***** PROVIDED ENTRIES *****

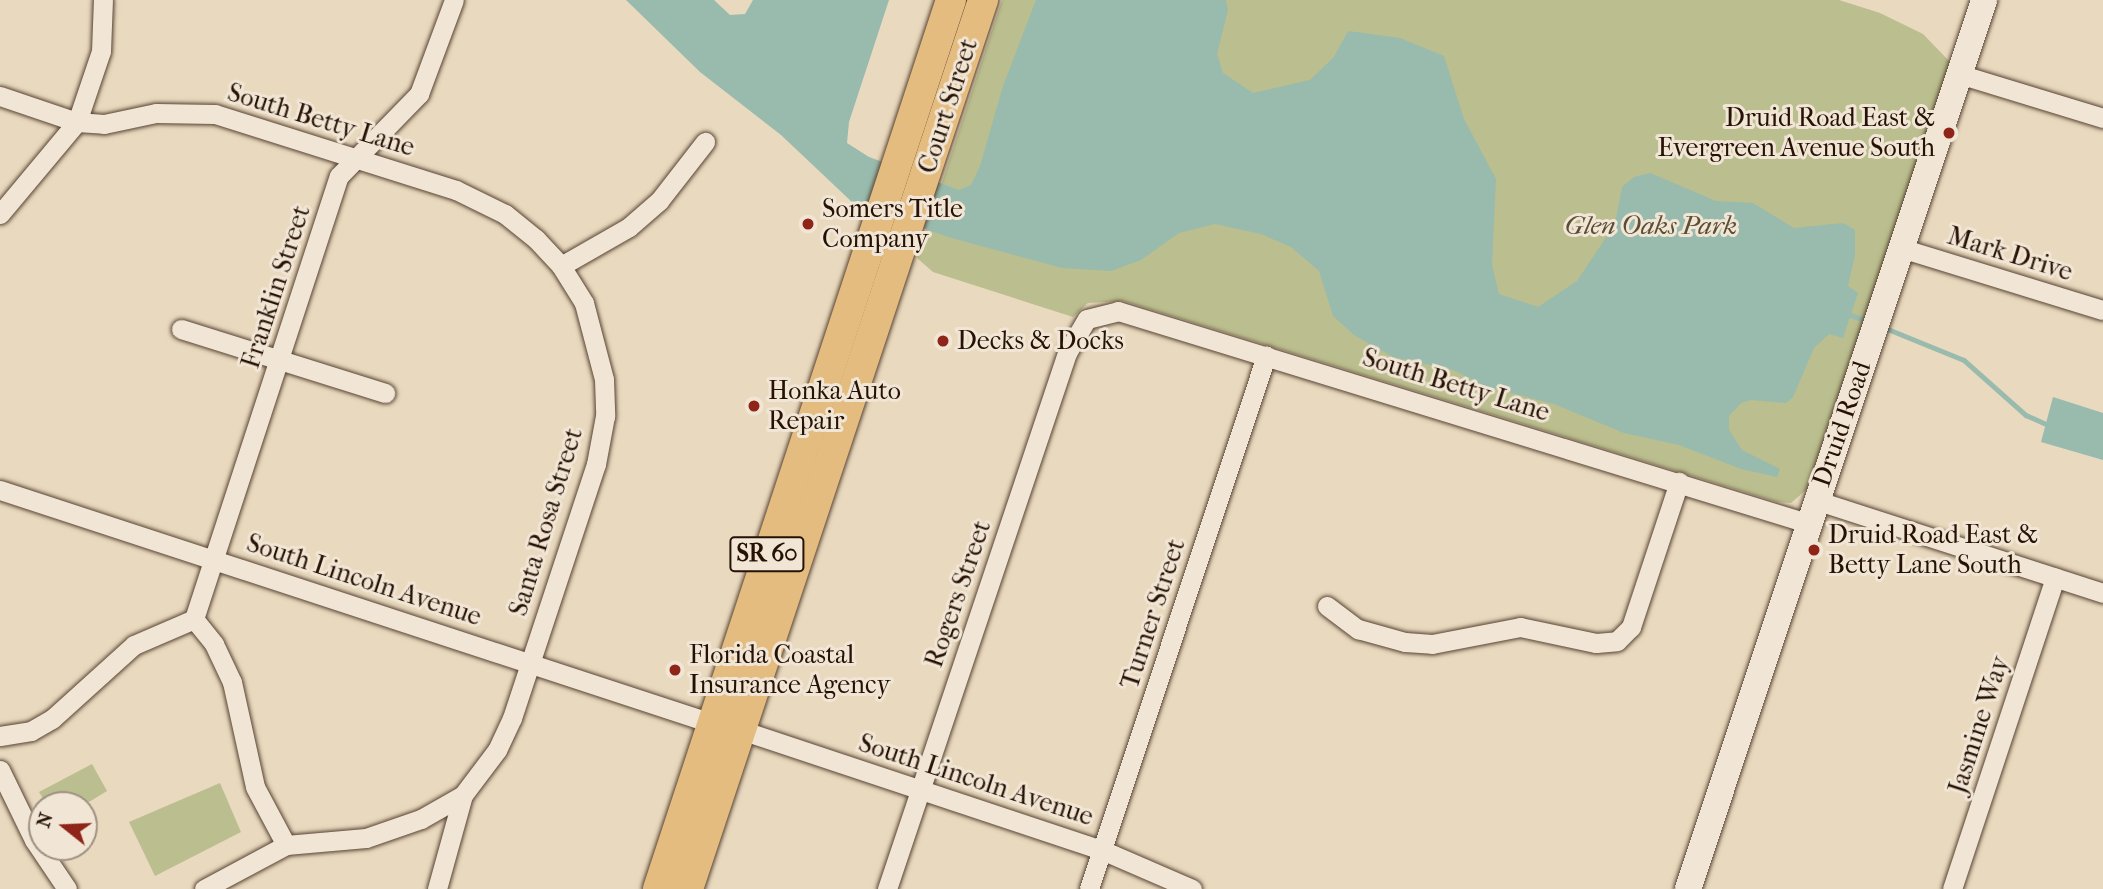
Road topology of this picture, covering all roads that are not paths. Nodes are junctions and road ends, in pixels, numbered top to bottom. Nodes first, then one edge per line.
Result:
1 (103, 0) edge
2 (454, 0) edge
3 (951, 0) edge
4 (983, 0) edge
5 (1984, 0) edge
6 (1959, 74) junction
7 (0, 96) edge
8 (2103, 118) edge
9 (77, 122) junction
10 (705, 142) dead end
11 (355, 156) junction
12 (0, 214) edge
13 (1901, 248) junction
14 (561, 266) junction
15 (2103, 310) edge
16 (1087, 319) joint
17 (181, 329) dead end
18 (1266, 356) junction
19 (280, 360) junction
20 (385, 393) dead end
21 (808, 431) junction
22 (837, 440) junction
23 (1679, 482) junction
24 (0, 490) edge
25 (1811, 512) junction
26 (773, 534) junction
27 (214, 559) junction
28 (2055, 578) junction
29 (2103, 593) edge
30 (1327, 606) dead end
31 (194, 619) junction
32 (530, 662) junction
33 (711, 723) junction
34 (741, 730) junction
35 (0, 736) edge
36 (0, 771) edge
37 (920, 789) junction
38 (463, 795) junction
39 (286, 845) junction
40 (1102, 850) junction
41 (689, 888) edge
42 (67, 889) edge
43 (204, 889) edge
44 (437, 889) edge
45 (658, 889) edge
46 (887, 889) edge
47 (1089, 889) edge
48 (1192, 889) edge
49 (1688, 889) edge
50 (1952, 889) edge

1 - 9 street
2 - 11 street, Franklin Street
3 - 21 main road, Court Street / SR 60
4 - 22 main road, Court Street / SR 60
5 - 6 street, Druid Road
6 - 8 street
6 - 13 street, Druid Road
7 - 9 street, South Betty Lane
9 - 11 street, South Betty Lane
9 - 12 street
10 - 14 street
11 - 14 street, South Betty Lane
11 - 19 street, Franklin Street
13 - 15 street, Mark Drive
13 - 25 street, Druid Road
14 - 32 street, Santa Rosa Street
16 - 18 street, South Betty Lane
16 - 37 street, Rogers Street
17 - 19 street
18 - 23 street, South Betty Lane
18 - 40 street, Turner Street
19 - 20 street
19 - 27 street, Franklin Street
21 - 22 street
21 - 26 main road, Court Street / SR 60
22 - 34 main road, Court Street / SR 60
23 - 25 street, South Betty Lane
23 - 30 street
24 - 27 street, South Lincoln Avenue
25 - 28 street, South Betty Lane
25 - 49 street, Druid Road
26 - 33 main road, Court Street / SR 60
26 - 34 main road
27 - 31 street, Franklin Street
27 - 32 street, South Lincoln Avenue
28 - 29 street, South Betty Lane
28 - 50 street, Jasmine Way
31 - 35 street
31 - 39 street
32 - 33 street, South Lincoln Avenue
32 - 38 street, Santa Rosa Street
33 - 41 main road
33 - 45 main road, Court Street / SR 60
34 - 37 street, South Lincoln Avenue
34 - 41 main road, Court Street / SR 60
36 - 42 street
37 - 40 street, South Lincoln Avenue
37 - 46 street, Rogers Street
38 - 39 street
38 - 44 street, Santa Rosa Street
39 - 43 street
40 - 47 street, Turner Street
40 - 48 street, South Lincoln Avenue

*****

- _WHAT YOU SHOULD DO_: Restate the preceding entries in full, word for word, with the pictures removed.

- _WRITTEN ANSWER_:
Road topology of this picture, covering all roads that are not paths. Nodes are junctions and road ends, in pixels, numbered top to bottom. Nodes first, then one edge per line.
Result:
1 (103, 0) edge
2 (454, 0) edge
3 (951, 0) edge
4 (983, 0) edge
5 (1984, 0) edge
6 (1959, 74) junction
7 (0, 96) edge
8 (2103, 118) edge
9 (77, 122) junction
10 (705, 142) dead end
11 (355, 156) junction
12 (0, 214) edge
13 (1901, 248) junction
14 (561, 266) junction
15 (2103, 310) edge
16 (1087, 319) joint
17 (181, 329) dead end
18 (1266, 356) junction
19 (280, 360) junction
20 (385, 393) dead end
21 (808, 431) junction
22 (837, 440) junction
23 (1679, 482) junction
24 (0, 490) edge
25 (1811, 512) junction
26 (773, 534) junction
27 (214, 559) junction
28 (2055, 578) junction
29 (2103, 593) edge
30 (1327, 606) dead end
31 (194, 619) junction
32 (530, 662) junction
33 (711, 723) junction
34 (741, 730) junction
35 (0, 736) edge
36 (0, 771) edge
37 (920, 789) junction
38 (463, 795) junction
39 (286, 845) junction
40 (1102, 850) junction
41 (689, 888) edge
42 (67, 889) edge
43 (204, 889) edge
44 (437, 889) edge
45 (658, 889) edge
46 (887, 889) edge
47 (1089, 889) edge
48 (1192, 889) edge
49 (1688, 889) edge
50 (1952, 889) edge

1 - 9 street
2 - 11 street, Franklin Street
3 - 21 main road, Court Street / SR 60
4 - 22 main road, Court Street / SR 60
5 - 6 street, Druid Road
6 - 8 street
6 - 13 street, Druid Road
7 - 9 street, South Betty Lane
9 - 11 street, South Betty Lane
9 - 12 street
10 - 14 street
11 - 14 street, South Betty Lane
11 - 19 street, Franklin Street
13 - 15 street, Mark Drive
13 - 25 street, Druid Road
14 - 32 street, Santa Rosa Street
16 - 18 street, South Betty Lane
16 - 37 street, Rogers Street
17 - 19 street
18 - 23 street, South Betty Lane
18 - 40 street, Turner Street
19 - 20 street
19 - 27 street, Franklin Street
21 - 22 street
21 - 26 main road, Court Street / SR 60
22 - 34 main road, Court Street / SR 60
23 - 25 street, South Betty Lane
23 - 30 street
24 - 27 street, South Lincoln Avenue
25 - 28 street, South Betty Lane
25 - 49 street, Druid Road
26 - 33 main road, Court Street / SR 60
26 - 34 main road
27 - 31 street, Franklin Street
27 - 32 street, South Lincoln Avenue
28 - 29 street, South Betty Lane
28 - 50 street, Jasmine Way
31 - 35 street
31 - 39 street
32 - 33 street, South Lincoln Avenue
32 - 38 street, Santa Rosa Street
33 - 41 main road
33 - 45 main road, Court Street / SR 60
34 - 37 street, South Lincoln Avenue
34 - 41 main road, Court Street / SR 60
36 - 42 street
37 - 40 street, South Lincoln Avenue
37 - 46 street, Rogers Street
38 - 39 street
38 - 44 street, Santa Rosa Street
39 - 43 street
40 - 47 street, Turner Street
40 - 48 street, South Lincoln Avenue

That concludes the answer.